No, the real problem, judging by the inordinate focus on the topic, is lack of training. Training has become the “go-to” prescription for “doing something” that everyone can get behind: the public thinks the problem is being addressed and the police get more money.
Here are the Commission’s thoughts on training:
Training of the NBPD
The Municipal Police Training Committee (MPTC) provides a 6-month training program for new police recruits that translates into 800+ hours. The program is organized into three (I-III) volumes with multiple subtopics and covers 21st century policing best practices with specific emphasis on the following core principles: problem solving, procedural justice, ethical decision making, and fair and impartial policing.
MPTC training (which includes New Bedford police officers) is in the top 20% when it comes to numbers of hours trained across the country. At the MPTC academy, they learn state laws, criminal investigations, patrol procedures, firearms training, traffic control, defensive driving, self-defense, first aid and computer skills. Police academy recruits also undertake physical training and fieldwork that demonstrates their comprehension of classroom instruction. Field exercises include investigating mock criminal scenes, directing traffic, operating police vehicles, arrest techniques, using firearms, fingerprinting and interrogation methods.
Once an officer is on the job at the NBPD, he/she does a week of in-house NBPD training at HQ before he/she serves 30-days with a veteran officer. At that point it is determined if the Officer is ready to be added to the rotation.
Officers are required by state statue to also undergo 40 hours of In-Service Training annually. The agenda of this training is set by the MPTC (Municipal Police Training Committee) and the MA Chiefs of Police. Topics that are mandatory every year are Legal updates (both Criminal Law and Motor Vehicle Law), Use of Force/Defensive Tactics, and CPR & 1st Responder. Topics that are additionally added are usually based on the landscape of what is going on in policing that we need additional training on or what is new in policing. During the past 2-3 years topics have included Fair & Impartial Policing, Officer Wellness & Suicide Prevention, Active Shooter Response, Dealing with Alzheimer issues, conducting Cruelty to Animal Investigations and responding to calls from those experiencing a mental health crisis, Alzheimer’s, Autism, other cognitive conditions and disabilities.

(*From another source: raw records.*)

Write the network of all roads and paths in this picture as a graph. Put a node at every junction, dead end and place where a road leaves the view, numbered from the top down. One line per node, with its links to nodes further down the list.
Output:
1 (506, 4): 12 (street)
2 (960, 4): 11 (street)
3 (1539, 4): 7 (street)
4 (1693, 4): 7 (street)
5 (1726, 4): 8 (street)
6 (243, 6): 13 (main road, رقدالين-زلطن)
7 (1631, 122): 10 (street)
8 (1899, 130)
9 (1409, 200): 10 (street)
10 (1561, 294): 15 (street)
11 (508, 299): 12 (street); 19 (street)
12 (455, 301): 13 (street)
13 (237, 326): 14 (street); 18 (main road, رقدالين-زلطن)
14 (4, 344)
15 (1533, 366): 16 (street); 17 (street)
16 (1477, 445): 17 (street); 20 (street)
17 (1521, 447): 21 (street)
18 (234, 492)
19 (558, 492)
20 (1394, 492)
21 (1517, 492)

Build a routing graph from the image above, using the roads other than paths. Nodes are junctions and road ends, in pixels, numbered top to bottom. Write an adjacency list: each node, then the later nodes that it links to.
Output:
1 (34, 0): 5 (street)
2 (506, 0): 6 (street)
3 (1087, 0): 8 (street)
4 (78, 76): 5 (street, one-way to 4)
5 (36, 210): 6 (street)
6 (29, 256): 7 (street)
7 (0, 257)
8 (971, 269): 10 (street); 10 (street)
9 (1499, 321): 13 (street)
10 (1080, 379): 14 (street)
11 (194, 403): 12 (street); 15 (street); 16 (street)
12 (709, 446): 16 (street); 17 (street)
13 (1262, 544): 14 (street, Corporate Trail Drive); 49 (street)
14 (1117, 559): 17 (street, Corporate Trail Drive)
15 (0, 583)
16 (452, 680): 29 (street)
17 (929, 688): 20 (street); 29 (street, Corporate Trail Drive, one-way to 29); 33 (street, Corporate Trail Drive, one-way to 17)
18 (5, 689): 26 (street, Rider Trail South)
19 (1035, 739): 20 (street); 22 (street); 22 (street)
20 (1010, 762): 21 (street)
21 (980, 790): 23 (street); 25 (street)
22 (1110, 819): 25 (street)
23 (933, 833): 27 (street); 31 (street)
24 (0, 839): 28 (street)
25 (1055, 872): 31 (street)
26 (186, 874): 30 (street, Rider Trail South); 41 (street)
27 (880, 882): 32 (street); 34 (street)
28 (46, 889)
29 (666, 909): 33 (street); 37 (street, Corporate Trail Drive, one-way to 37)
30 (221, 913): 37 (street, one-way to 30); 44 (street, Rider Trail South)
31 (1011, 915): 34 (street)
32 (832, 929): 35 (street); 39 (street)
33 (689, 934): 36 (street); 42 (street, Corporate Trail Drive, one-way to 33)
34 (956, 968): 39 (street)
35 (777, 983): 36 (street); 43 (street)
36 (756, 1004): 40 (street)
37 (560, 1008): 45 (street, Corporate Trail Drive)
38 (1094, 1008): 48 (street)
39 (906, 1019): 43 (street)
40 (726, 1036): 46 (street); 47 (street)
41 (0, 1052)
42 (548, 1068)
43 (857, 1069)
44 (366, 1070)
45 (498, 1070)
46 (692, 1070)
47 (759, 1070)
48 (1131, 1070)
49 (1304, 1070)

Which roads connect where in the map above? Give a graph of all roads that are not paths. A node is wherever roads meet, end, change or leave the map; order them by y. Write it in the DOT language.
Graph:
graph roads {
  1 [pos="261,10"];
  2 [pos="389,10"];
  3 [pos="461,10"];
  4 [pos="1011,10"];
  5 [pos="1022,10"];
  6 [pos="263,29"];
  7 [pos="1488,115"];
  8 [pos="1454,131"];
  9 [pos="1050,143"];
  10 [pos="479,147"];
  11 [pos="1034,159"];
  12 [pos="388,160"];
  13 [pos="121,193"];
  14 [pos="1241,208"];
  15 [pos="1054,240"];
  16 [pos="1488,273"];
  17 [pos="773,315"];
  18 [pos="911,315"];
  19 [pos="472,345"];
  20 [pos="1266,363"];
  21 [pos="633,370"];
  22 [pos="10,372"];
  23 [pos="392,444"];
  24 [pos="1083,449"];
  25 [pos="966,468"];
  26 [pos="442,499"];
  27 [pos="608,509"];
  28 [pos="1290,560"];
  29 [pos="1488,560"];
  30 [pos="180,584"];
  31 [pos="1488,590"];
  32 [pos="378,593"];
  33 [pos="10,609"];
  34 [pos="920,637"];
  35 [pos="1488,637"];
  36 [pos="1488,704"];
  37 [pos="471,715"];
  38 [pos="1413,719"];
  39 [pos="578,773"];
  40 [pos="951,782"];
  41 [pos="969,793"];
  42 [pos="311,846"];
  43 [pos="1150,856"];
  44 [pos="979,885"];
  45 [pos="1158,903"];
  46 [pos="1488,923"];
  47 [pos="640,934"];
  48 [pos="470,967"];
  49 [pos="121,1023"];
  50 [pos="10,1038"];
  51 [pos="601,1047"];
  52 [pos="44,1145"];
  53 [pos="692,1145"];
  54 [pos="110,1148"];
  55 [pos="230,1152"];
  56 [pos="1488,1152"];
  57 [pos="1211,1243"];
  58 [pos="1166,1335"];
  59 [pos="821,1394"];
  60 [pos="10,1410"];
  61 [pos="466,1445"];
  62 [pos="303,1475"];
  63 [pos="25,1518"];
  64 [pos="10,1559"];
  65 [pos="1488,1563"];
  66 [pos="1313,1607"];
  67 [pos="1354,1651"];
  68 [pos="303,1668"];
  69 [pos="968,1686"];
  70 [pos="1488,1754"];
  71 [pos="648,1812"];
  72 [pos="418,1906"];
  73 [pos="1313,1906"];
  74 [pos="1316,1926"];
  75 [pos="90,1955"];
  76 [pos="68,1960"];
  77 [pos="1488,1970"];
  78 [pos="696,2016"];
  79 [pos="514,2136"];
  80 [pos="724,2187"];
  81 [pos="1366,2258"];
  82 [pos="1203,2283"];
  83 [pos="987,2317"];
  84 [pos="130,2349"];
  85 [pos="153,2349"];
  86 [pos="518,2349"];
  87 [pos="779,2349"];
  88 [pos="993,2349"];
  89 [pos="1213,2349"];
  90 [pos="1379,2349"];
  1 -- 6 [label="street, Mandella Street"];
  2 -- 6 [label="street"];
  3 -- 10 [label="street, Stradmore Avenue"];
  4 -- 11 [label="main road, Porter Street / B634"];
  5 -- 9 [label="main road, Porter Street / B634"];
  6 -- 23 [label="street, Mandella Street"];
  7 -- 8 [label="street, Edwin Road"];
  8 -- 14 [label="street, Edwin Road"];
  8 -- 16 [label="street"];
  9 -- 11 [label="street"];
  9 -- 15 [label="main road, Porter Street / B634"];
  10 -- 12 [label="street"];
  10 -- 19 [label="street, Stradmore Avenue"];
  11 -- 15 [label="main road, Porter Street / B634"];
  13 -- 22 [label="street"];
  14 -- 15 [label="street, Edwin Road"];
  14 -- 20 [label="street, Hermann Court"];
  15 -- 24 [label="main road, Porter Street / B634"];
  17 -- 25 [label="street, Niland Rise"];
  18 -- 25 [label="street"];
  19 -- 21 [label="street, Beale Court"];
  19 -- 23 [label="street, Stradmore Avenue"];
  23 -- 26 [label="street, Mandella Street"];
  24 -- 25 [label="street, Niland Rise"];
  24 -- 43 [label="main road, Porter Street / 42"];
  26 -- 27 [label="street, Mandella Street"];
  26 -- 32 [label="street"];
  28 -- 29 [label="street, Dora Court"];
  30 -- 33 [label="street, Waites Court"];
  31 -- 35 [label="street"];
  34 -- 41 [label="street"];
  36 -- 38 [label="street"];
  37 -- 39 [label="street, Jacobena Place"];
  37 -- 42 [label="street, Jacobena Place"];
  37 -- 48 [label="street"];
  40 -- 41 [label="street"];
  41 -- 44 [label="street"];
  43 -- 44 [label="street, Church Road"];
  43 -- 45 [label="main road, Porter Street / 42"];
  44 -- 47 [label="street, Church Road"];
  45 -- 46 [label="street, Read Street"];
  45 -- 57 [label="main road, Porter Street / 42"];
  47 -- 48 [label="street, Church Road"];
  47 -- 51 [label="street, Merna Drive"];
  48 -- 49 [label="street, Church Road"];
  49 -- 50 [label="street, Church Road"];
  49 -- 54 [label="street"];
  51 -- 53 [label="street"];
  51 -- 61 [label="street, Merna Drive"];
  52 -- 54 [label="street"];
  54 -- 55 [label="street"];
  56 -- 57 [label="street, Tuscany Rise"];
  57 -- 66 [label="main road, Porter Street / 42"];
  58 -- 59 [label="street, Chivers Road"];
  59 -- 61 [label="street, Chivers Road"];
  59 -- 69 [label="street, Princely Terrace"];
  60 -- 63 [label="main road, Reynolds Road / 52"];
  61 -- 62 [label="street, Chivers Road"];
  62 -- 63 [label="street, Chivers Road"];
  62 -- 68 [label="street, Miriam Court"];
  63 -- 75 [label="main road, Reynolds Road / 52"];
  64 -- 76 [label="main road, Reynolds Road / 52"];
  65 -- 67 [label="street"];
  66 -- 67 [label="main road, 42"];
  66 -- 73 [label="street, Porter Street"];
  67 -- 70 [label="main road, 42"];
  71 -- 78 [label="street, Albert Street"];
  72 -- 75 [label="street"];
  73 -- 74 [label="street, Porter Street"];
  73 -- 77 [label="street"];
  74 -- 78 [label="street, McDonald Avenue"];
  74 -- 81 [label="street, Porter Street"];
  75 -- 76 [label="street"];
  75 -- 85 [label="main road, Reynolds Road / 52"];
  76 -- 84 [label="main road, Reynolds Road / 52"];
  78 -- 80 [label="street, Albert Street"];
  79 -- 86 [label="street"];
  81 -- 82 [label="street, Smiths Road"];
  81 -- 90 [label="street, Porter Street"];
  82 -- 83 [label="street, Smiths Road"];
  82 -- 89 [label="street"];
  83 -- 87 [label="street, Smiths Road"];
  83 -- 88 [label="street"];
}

In light of the events of 2020, the MPTC is currently in discussions about additional training that can be brought in at the state level. This will include officers of the New Bedford Police Department.
The 2020-2021 schedule is not quite completed, but discussions are centering around additional training in de-escalation, Integrating Communication, Assessment and Tactics (ICAT), Racial Profiling, Cultural Competency, Effective Communication and LGBTQ Rights. This Commission has discussed the importance of including trainings on unconscious bias, racial justice and racial equity along with other programs to address the needs of diverse communities who are experiencing oppression.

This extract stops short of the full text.